Thomas Moore, At the Mid-hour of Night
Thomas
Moore (1779-1852) was not exactly a composer.
He was a poet, a singer, and an Irish nationalist. Published arrangements of Scottish songs had
become popular in English salons in the late 18th century (arranged
by Haydn and Beethoven among others). Moore was recruited in 1807 by the publisher John Power to
do something similar with Irish traditional materials. Moore found Irish tunes in previously published
collections and occasionally from his own research or recollections, and
outfitted them with new words. Moore’s versions characteristically slowed the traditional
tunes down and his new lyrics often traded on Irish national themes and
nostalgia for the past, both historical and personal. The new songs were given piano arrangments by
Sir John Stevenson, and Moore
sang them with great success in London salons. They
were published in a series of collections entitled Moore’s Irish Melodies beginning in 1807 and continuing until
1834. These collections were immensely
popular in their day and were reprinted again and again in the 19th
and 20th centuries. Many of the songs – “The harp that once through Tara’s halls,” “The minstrel boy to the war has gone,” “Tis the last rose of
summer,” and many more – passed back into oral transmission, now with Moore’s words, as “traditional” Irish songs.
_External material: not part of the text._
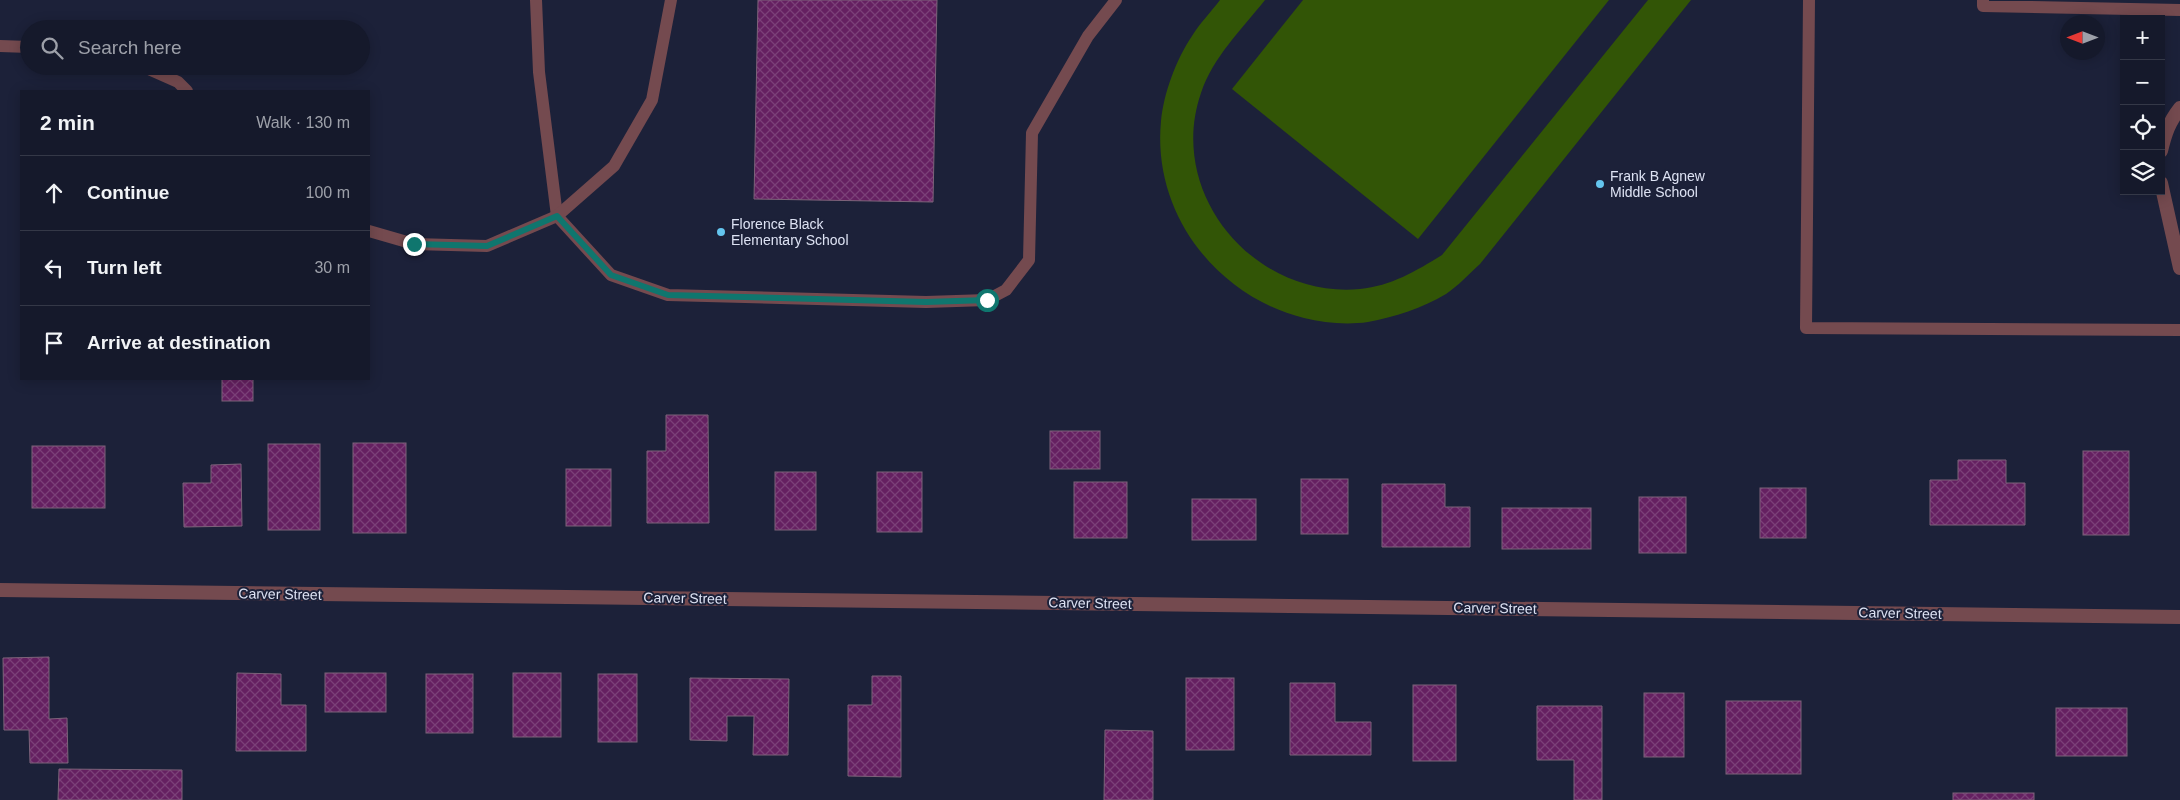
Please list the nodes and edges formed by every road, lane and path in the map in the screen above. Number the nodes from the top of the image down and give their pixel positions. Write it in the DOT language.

“At the Mid-hour of Night” in its
original version was a quick triple-meter tune, entitled in Gaelic “O Maire
Dhlis” (Oh, Molly, my dear). The original lyrics were:
O Molly my dear, I hear you're getting
a man.
It would make my heart ache to see your
wedding go on.
For fear of a fall, recall your senses
in time,
For in spite of them all, sweet
charming Molly, you're mine!
Moore found this version in an unpublished collection of
songs that Edward
Bunting had notated from the singing of Irish harpers beginning in the 1790s. Moore’s new lyrics went:
At the mid-hour of night,
When stars are weeping, I fly
To the lone vale we lov’d
When life shined warm in thine eye.
And I think that if spirits
Could steal from the regions of air,
To revisit past scenes of delight,
Thou wilt come to me there,
And tell me our love
Is remember’d ev’n in the sky.
Bunting
was furious about the plagiarism, but there was little he could do, since Moore’s words were new and Bunting had taken the tune from
a traditional musician in the first place.